Seen as the meeting point between New York’s thriving trashy rock and clashy electro scenes, the reality is that A.R.E. Weapons offer a lot more than a contrived halfway house between fashionable polarities. Far from being the slavish disciples of Alan Vega and Martin Rev their singles might suggest, Weapons Matthew McAuley, Paul Sevigny and Brain have crafted an album of ruthlessly effective 21st-century rock’n’roll, shot through with raw, lo-fi electronics.

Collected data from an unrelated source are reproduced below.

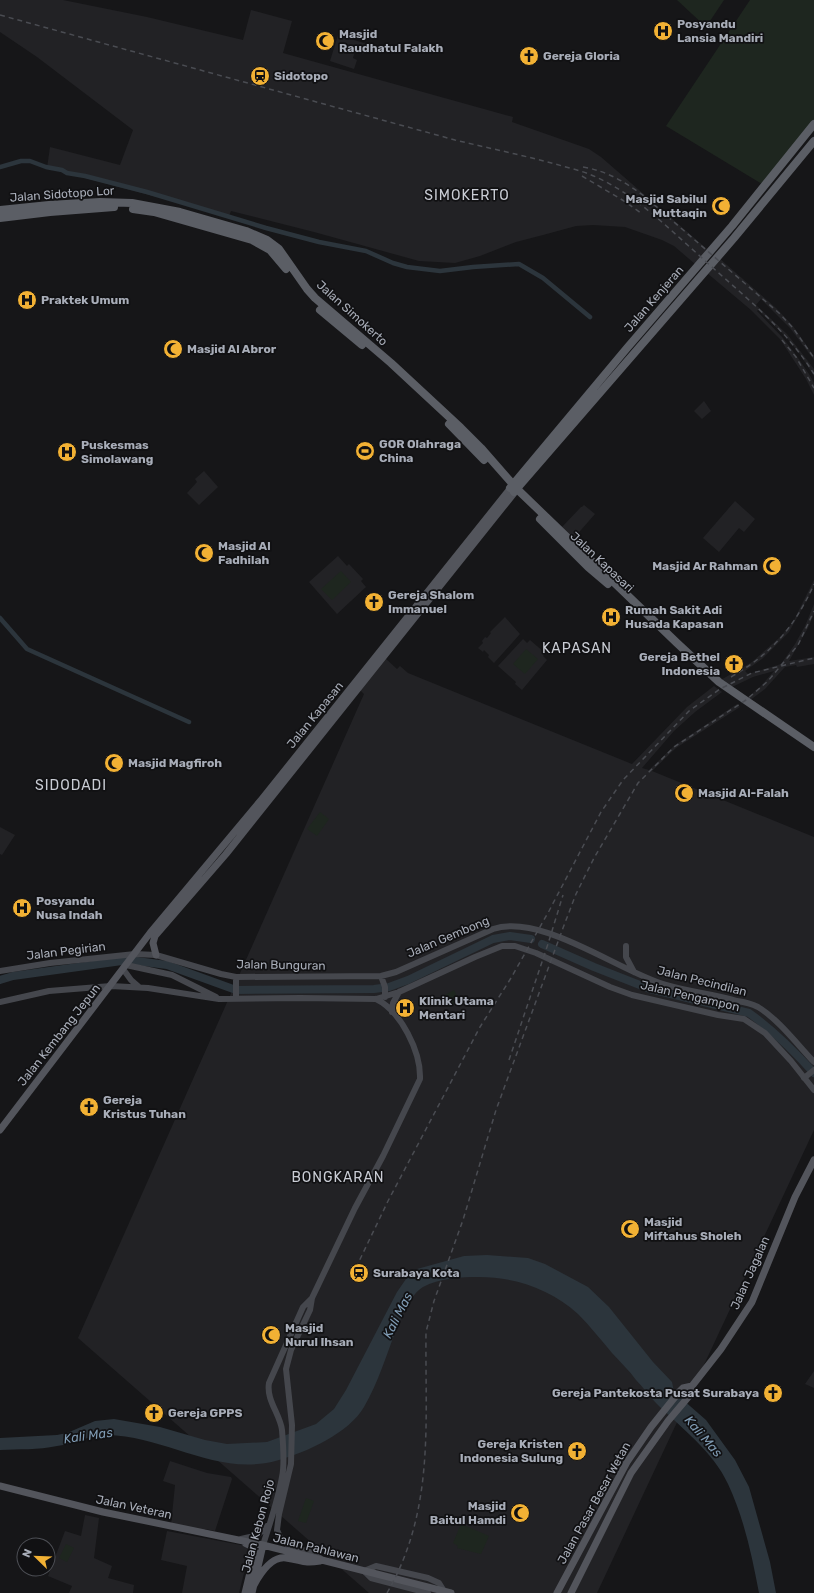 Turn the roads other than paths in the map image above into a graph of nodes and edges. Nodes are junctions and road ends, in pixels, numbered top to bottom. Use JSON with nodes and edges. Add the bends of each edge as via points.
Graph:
{"nodes":[{"id":1,"x":814,"y":124,"type":"edge"},
{"id":2,"x":814,"y":141,"type":"edge"},
{"id":3,"x":125,"y":205,"type":"junction"},
{"id":4,"x":0,"y":210,"type":"edge"},
{"id":5,"x":0,"y":218,"type":"edge"},
{"id":6,"x":602,"y":385,"type":"junction"},
{"id":7,"x":524,"y":470,"type":"junction"},
{"id":8,"x":502,"y":472,"type":"junction"},
{"id":9,"x":513,"y":489,"type":"junction"},
{"id":10,"x":814,"y":748,"type":"edge"},
{"id":11,"x":814,"y":753,"type":"edge"},
{"id":12,"x":626,"y":946,"type":"dead end"},
{"id":13,"x":156,"y":955,"type":"junction"},
{"id":14,"x":129,"y":962,"type":"junction"},
{"id":15,"x":614,"y":962,"type":"joint"},
{"id":16,"x":0,"y":971,"type":"edge"},
{"id":17,"x":635,"y":973,"type":"junction"},
{"id":18,"x":381,"y":976,"type":"junction"},
{"id":19,"x":236,"y":979,"type":"junction"},
{"id":20,"x":111,"y":986,"type":"junction"},
{"id":21,"x":139,"y":987,"type":"junction"},
{"id":22,"x":399,"y":992,"type":"junction"},
{"id":23,"x":236,"y":996,"type":"junction"},
{"id":24,"x":382,"y":997,"type":"junction"},
{"id":25,"x":219,"y":999,"type":"junction"},
{"id":26,"x":0,"y":1002,"type":"edge"},
{"id":27,"x":392,"y":1012,"type":"junction"},
{"id":28,"x":814,"y":1062,"type":"edge"},
{"id":29,"x":814,"y":1070,"type":"edge"},
{"id":30,"x":806,"y":1076,"type":"junction"},
{"id":31,"x":814,"y":1090,"type":"edge"},
{"id":32,"x":0,"y":1130,"type":"edge"},
{"id":33,"x":814,"y":1160,"type":"edge"},
{"id":34,"x":312,"y":1298,"type":"junction"},
{"id":35,"x":692,"y":1386,"type":"junction"},
{"id":36,"x":688,"y":1397,"type":"joint"},
{"id":37,"x":644,"y":1436,"type":"junction"},
{"id":38,"x":654,"y":1442,"type":"junction"},
{"id":39,"x":0,"y":1486,"type":"edge"},
{"id":40,"x":270,"y":1523,"type":"junction"},
{"id":41,"x":240,"y":1540,"type":"junction"},
{"id":42,"x":263,"y":1545,"type":"junction"},
{"id":43,"x":323,"y":1560,"type":"junction"},
{"id":44,"x":364,"y":1571,"type":"junction"},
{"id":45,"x":254,"y":1585,"type":"junction"},
{"id":46,"x":445,"y":1592,"type":"edge"},
{"id":47,"x":245,"y":1593,"type":"edge"},
{"id":48,"x":252,"y":1593,"type":"edge"},
{"id":49,"x":428,"y":1593,"type":"edge"},
{"id":50,"x":556,"y":1593,"type":"edge"},
{"id":51,"x":571,"y":1593,"type":"edge"}],
"edges":[{"from":1,"to":6,"type":"highway","name":"Jalan Kenjeran"},
{"from":2,"to":6,"type":"highway","name":"Jalan Kenjeran","via":[[734,238]]},
{"from":3,"to":4,"type":"highway","name":"Jalan Sidotopo Lor","via":[[100,202]]},
{"from":3,"to":5,"type":"highway","name":"Jalan Sidotopo Lor"},
{"from":3,"to":8,"type":"highway","name":"Jalan Simokerto","via":[[153,206],[180,212],[246,231],[267,240],[279,249],[315,298],[442,410]]},
{"from":3,"to":9,"type":"highway","name":"Jalan Simokerto","via":[[242,236],[270,250],[311,302],[424,400]]},
{"from":6,"to":7,"type":"highway","name":"Jalan Kenjeran"},
{"from":6,"to":9,"type":"highway","name":"Jalan Kenjeran"},
{"from":7,"to":8,"type":"highway","via":[[514,474]]},
{"from":7,"to":9,"type":"highway","name":"Jalan Kenjeran"},
{"from":8,"to":9,"type":"highway","name":"Jalan Simokerto"},
{"from":9,"to":10,"type":"highway","name":"Jalan Kapasari","via":[[719,682]]},
{"from":9,"to":11,"type":"highway","name":"Jalan Kapasari","via":[[588,567],[714,684]]},
{"from":9,"to":13,"type":"main road","name":"Jalan Kapasan","via":[[226,854],[155,936],[153,943]]},
{"from":9,"to":14,"type":"main road","name":"Jalan Kapasan"},
{"from":12,"to":17,"type":"main road","via":[[626,957]]},
{"from":13,"to":14,"type":"main road","name":"Jalan Bunguran"},
{"from":13,"to":19,"type":"main road","name":"Jalan Bunguran"},
{"from":14,"to":16,"type":"main road","name":"Jalan Pegirian","via":[[50,963]]},
{"from":14,"to":20,"type":"main road","name":"Jalan Kembang Jepun"},
{"from":14,"to":21,"type":"main road","via":[[131,980]]},
{"from":14,"to":25,"type":"main road","via":[[172,975]]},
{"from":15,"to":17,"type":"main road","name":"Jalan Pecindilan"},
{"from":15,"to":18,"type":"main road","name":"Jalan Gembong","via":[[538,930],[523,926],[507,926],[493,929],[396,972]]},
{"from":17,"to":28,"type":"main road","name":"Jalan Pecindilan","via":[[666,985],[756,1006],[769,1015]]},
{"from":18,"to":19,"type":"main road","name":"Jalan Bunguran"},
{"from":18,"to":24,"type":"main road","via":[[384,985]]},
{"from":19,"to":23,"type":"main road"},
{"from":20,"to":21,"type":"main road"},
{"from":20,"to":26,"type":"main road","via":[[49,991]]},
{"from":20,"to":32,"type":"main road","name":"Jalan Kembang Jepun"},
{"from":21,"to":25,"type":"main road"},
{"from":22,"to":24,"type":"main road"},
{"from":22,"to":27,"type":"main road","via":[[393,1001]]},
{"from":22,"to":30,"type":"main road","name":"Jalan Pengampon","via":[[502,946],[515,946],[604,984],[650,1000],[744,1019],[765,1033]]},
{"from":23,"to":24,"type":"main road"},
{"from":23,"to":25,"type":"main road"},
{"from":24,"to":27,"type":"main road"},
{"from":27,"to":34,"type":"main road","via":[[402,1024],[417,1055],[420,1079]]},
{"from":29,"to":30,"type":"main road"},
{"from":30,"to":31,"type":"main road","name":"Jalan Pengampon"},
{"from":33,"to":35,"type":"main road","name":"Jalan Jagalan","via":[[795,1197],[752,1302],[721,1349]]},
{"from":34,"to":40,"type":"main road","name":"Jalan Kebon Rojo","via":[[303,1307],[269,1383],[271,1399],[279,1416],[283,1465],[283,1475]]},
{"from":34,"to":43,"type":"main road","name":"Jalan Kebon Rojo","via":[[310,1310],[291,1350],[287,1365],[292,1431],[291,1464],[277,1524],[278,1533],[290,1547],[310,1552]]},
{"from":35,"to":36,"type":"main road","name":"Jalan Jagalan"},
{"from":35,"to":37,"type":"main road","name":"Jalan Pasar Besar Wetan","via":[[681,1390]]},
{"from":36,"to":38,"type":"main road","name":"Jalan Pasar Besar Wetan"},
{"from":37,"to":38,"type":"main road","via":[[650,1436]]},
{"from":37,"to":50,"type":"main road","name":"Jalan Pasar Besar Wetan","via":[[612,1488]]},
{"from":38,"to":51,"type":"main road","name":"Jalan Pasar Besar Wetan","via":[[632,1474]]},
{"from":39,"to":41,"type":"main road","name":"Jalan Veteran","via":[[103,1512]]},
{"from":40,"to":41,"type":"main road","via":[[258,1535]]},
{"from":40,"to":42,"type":"main road","name":"Jalan Kebon Rojo"},
{"from":41,"to":42,"type":"main road","name":"Jalan Veteran"},
{"from":41,"to":47,"type":"main road","name":"Jalan Kebon Rojo","via":[[251,1546],[255,1552]]},
{"from":42,"to":43,"type":"main road","name":"Jalan Pahlawan"},
{"from":42,"to":45,"type":"main road","name":"Jalan Kebon Rojo"},
{"from":43,"to":44,"type":"main road","name":"Jalan Pahlawan"},
{"from":43,"to":45,"type":"main road","via":[[307,1563],[284,1557],[262,1571]]},
{"from":44,"to":46,"type":"main road","name":"Jalan Pahlawan"},
{"from":44,"to":49,"type":"main road","name":"Jalan Pahlawan","via":[[371,1578]]},
{"from":45,"to":48,"type":"main road","name":"Jalan Kebon Rojo"}]}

With this concise (under 37 minutes!) debut, A.R.E. go further than the mere crossbreeding of Gotham’s current, voguish sounds; they encompass the entire fucked-up lowlife tradition of NYC rock, taking in not only Suicide but Lou Reed (particularly the Street Hassle era), New York Dolls, Ramones and early Beastie Boys.

One thing all these acts have in common (pace Reed) is a last-gang-in-town, misfit mentality. A.R.E.’s outsiderdom may or may not be counterfeit, but when tunes like opening rallying call “Don’t Be Scared” are this grimily uplifting, this downright inventive and inspirational (“Life was meant to be awesome”), authenticity of credentials barely matters.

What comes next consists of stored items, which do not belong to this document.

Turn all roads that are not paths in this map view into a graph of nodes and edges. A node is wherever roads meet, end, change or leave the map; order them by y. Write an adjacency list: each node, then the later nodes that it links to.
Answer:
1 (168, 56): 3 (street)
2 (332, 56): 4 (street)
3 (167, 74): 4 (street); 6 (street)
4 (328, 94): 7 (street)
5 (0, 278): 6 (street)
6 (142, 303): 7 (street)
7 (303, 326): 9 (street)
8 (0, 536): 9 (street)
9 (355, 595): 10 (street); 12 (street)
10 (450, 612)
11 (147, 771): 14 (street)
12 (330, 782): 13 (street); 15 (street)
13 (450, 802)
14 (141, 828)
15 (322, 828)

The album doesn’t just bludgeon. There is an attention to detail, an appreciation of dynamics at work in the knife-edge narco-tension of “Strange Dust” and the eerie Assault On Precinct 13 chill of “Headbanger Face”, while the primitive synthesized drum patterns suggest more than a passing familiarity with hip hop stretching from Run-DMC through The Bomb Squad right up to the Neptunes.

For all their street-fighting posturing, A.R.E. cultivate an inclusive vibe and a generosity of spirit, epitomised by anthemic closer “Hey World”. This song for ‘the kids’is genuinely affecting, pleading for tolerance in the hope we may endure this “fucking miserable solution that we call life”.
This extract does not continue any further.